-- PROBLEM STATEMENT --
All entries must be transcribed without a single difference.

Source data
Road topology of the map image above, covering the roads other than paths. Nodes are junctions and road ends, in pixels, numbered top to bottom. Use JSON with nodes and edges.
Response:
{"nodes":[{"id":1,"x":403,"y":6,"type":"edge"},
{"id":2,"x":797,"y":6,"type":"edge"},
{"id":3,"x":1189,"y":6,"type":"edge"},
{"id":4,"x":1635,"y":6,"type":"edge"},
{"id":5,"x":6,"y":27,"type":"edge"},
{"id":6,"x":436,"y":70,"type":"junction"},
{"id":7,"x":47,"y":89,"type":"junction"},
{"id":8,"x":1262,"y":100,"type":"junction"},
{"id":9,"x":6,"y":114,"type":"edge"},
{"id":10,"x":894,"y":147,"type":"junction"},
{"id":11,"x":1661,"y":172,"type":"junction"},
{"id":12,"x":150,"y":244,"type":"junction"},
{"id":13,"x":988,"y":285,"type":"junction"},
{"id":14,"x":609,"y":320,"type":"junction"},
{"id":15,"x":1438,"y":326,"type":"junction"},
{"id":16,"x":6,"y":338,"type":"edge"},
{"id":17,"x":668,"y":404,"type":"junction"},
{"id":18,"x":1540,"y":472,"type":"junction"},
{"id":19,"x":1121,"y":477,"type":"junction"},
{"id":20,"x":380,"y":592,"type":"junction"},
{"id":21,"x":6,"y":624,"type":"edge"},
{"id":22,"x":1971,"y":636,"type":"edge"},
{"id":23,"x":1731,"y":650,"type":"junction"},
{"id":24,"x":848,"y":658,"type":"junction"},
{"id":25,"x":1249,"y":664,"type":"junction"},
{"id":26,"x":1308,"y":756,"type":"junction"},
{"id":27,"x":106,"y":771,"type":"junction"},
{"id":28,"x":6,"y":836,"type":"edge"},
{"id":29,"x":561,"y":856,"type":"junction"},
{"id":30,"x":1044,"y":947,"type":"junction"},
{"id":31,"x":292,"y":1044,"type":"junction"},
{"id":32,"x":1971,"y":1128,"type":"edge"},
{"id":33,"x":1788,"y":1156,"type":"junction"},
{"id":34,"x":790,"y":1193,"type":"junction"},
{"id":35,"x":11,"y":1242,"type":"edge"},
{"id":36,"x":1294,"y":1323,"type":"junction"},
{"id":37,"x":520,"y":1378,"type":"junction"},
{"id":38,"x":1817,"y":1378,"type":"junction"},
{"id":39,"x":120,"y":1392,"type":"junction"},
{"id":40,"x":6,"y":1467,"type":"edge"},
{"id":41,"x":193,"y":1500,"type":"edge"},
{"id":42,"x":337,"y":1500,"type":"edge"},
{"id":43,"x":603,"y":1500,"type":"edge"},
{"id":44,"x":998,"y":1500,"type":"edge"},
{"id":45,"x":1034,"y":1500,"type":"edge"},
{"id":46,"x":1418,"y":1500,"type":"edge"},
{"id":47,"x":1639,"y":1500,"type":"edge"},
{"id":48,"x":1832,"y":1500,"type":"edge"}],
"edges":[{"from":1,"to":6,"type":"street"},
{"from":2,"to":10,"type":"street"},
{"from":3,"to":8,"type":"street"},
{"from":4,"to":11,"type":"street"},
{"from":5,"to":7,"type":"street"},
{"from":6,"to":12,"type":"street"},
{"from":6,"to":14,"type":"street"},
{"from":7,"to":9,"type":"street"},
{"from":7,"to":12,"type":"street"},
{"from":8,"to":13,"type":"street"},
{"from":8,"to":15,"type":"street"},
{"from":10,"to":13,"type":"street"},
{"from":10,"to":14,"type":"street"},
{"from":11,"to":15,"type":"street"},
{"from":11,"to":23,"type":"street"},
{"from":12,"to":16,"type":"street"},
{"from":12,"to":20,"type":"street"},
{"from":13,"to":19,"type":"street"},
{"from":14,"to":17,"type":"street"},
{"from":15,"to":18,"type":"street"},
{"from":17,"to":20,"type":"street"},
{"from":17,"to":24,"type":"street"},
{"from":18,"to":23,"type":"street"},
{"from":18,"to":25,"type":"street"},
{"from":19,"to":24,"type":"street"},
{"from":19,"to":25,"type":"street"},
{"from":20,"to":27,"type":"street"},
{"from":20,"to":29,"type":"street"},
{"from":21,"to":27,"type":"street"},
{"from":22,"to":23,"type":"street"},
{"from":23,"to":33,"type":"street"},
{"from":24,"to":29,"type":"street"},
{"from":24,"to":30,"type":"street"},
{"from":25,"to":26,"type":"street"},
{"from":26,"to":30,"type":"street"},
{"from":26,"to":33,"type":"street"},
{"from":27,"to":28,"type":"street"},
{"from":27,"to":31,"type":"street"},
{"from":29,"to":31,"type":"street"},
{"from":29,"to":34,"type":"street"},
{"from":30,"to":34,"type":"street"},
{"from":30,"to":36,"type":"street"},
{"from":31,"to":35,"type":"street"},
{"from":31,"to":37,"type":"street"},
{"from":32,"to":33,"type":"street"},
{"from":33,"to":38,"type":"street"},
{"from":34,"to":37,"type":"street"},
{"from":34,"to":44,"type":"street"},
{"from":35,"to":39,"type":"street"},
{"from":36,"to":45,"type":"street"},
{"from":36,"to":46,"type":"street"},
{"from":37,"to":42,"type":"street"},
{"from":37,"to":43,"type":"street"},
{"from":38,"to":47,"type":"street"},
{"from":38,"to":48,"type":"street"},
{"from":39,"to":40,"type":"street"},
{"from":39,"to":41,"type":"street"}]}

-- YOUR RESPONSE --
Road topology of the map image above, covering the roads other than paths. Nodes are junctions and road ends, in pixels, numbered top to bottom. Use JSON with nodes and edges.
Response:
{"nodes":[{"id":1,"x":403,"y":6,"type":"edge"},
{"id":2,"x":797,"y":6,"type":"edge"},
{"id":3,"x":1189,"y":6,"type":"edge"},
{"id":4,"x":1635,"y":6,"type":"edge"},
{"id":5,"x":6,"y":27,"type":"edge"},
{"id":6,"x":436,"y":70,"type":"junction"},
{"id":7,"x":47,"y":89,"type":"junction"},
{"id":8,"x":1262,"y":100,"type":"junction"},
{"id":9,"x":6,"y":114,"type":"edge"},
{"id":10,"x":894,"y":147,"type":"junction"},
{"id":11,"x":1661,"y":172,"type":"junction"},
{"id":12,"x":150,"y":244,"type":"junction"},
{"id":13,"x":988,"y":285,"type":"junction"},
{"id":14,"x":609,"y":320,"type":"junction"},
{"id":15,"x":1438,"y":326,"type":"junction"},
{"id":16,"x":6,"y":338,"type":"edge"},
{"id":17,"x":668,"y":404,"type":"junction"},
{"id":18,"x":1540,"y":472,"type":"junction"},
{"id":19,"x":1121,"y":477,"type":"junction"},
{"id":20,"x":380,"y":592,"type":"junction"},
{"id":21,"x":6,"y":624,"type":"edge"},
{"id":22,"x":1971,"y":636,"type":"edge"},
{"id":23,"x":1731,"y":650,"type":"junction"},
{"id":24,"x":848,"y":658,"type":"junction"},
{"id":25,"x":1249,"y":664,"type":"junction"},
{"id":26,"x":1308,"y":756,"type":"junction"},
{"id":27,"x":106,"y":771,"type":"junction"},
{"id":28,"x":6,"y":836,"type":"edge"},
{"id":29,"x":561,"y":856,"type":"junction"},
{"id":30,"x":1044,"y":947,"type":"junction"},
{"id":31,"x":292,"y":1044,"type":"junction"},
{"id":32,"x":1971,"y":1128,"type":"edge"},
{"id":33,"x":1788,"y":1156,"type":"junction"},
{"id":34,"x":790,"y":1193,"type":"junction"},
{"id":35,"x":11,"y":1242,"type":"edge"},
{"id":36,"x":1294,"y":1323,"type":"junction"},
{"id":37,"x":520,"y":1378,"type":"junction"},
{"id":38,"x":1817,"y":1378,"type":"junction"},
{"id":39,"x":120,"y":1392,"type":"junction"},
{"id":40,"x":6,"y":1467,"type":"edge"},
{"id":41,"x":193,"y":1500,"type":"edge"},
{"id":42,"x":337,"y":1500,"type":"edge"},
{"id":43,"x":603,"y":1500,"type":"edge"},
{"id":44,"x":998,"y":1500,"type":"edge"},
{"id":45,"x":1034,"y":1500,"type":"edge"},
{"id":46,"x":1418,"y":1500,"type":"edge"},
{"id":47,"x":1639,"y":1500,"type":"edge"},
{"id":48,"x":1832,"y":1500,"type":"edge"}],
"edges":[{"from":1,"to":6,"type":"street"},
{"from":2,"to":10,"type":"street"},
{"from":3,"to":8,"type":"street"},
{"from":4,"to":11,"type":"street"},
{"from":5,"to":7,"type":"street"},
{"from":6,"to":12,"type":"street"},
{"from":6,"to":14,"type":"street"},
{"from":7,"to":9,"type":"street"},
{"from":7,"to":12,"type":"street"},
{"from":8,"to":13,"type":"street"},
{"from":8,"to":15,"type":"street"},
{"from":10,"to":13,"type":"street"},
{"from":10,"to":14,"type":"street"},
{"from":11,"to":15,"type":"street"},
{"from":11,"to":23,"type":"street"},
{"from":12,"to":16,"type":"street"},
{"from":12,"to":20,"type":"street"},
{"from":13,"to":19,"type":"street"},
{"from":14,"to":17,"type":"street"},
{"from":15,"to":18,"type":"street"},
{"from":17,"to":20,"type":"street"},
{"from":17,"to":24,"type":"street"},
{"from":18,"to":23,"type":"street"},
{"from":18,"to":25,"type":"street"},
{"from":19,"to":24,"type":"street"},
{"from":19,"to":25,"type":"street"},
{"from":20,"to":27,"type":"street"},
{"from":20,"to":29,"type":"street"},
{"from":21,"to":27,"type":"street"},
{"from":22,"to":23,"type":"street"},
{"from":23,"to":33,"type":"street"},
{"from":24,"to":29,"type":"street"},
{"from":24,"to":30,"type":"street"},
{"from":25,"to":26,"type":"street"},
{"from":26,"to":30,"type":"street"},
{"from":26,"to":33,"type":"street"},
{"from":27,"to":28,"type":"street"},
{"from":27,"to":31,"type":"street"},
{"from":29,"to":31,"type":"street"},
{"from":29,"to":34,"type":"street"},
{"from":30,"to":34,"type":"street"},
{"from":30,"to":36,"type":"street"},
{"from":31,"to":35,"type":"street"},
{"from":31,"to":37,"type":"street"},
{"from":32,"to":33,"type":"street"},
{"from":33,"to":38,"type":"street"},
{"from":34,"to":37,"type":"street"},
{"from":34,"to":44,"type":"street"},
{"from":35,"to":39,"type":"street"},
{"from":36,"to":45,"type":"street"},
{"from":36,"to":46,"type":"street"},
{"from":37,"to":42,"type":"street"},
{"from":37,"to":43,"type":"street"},
{"from":38,"to":47,"type":"street"},
{"from":38,"to":48,"type":"street"},
{"from":39,"to":40,"type":"street"},
{"from":39,"to":41,"type":"street"}]}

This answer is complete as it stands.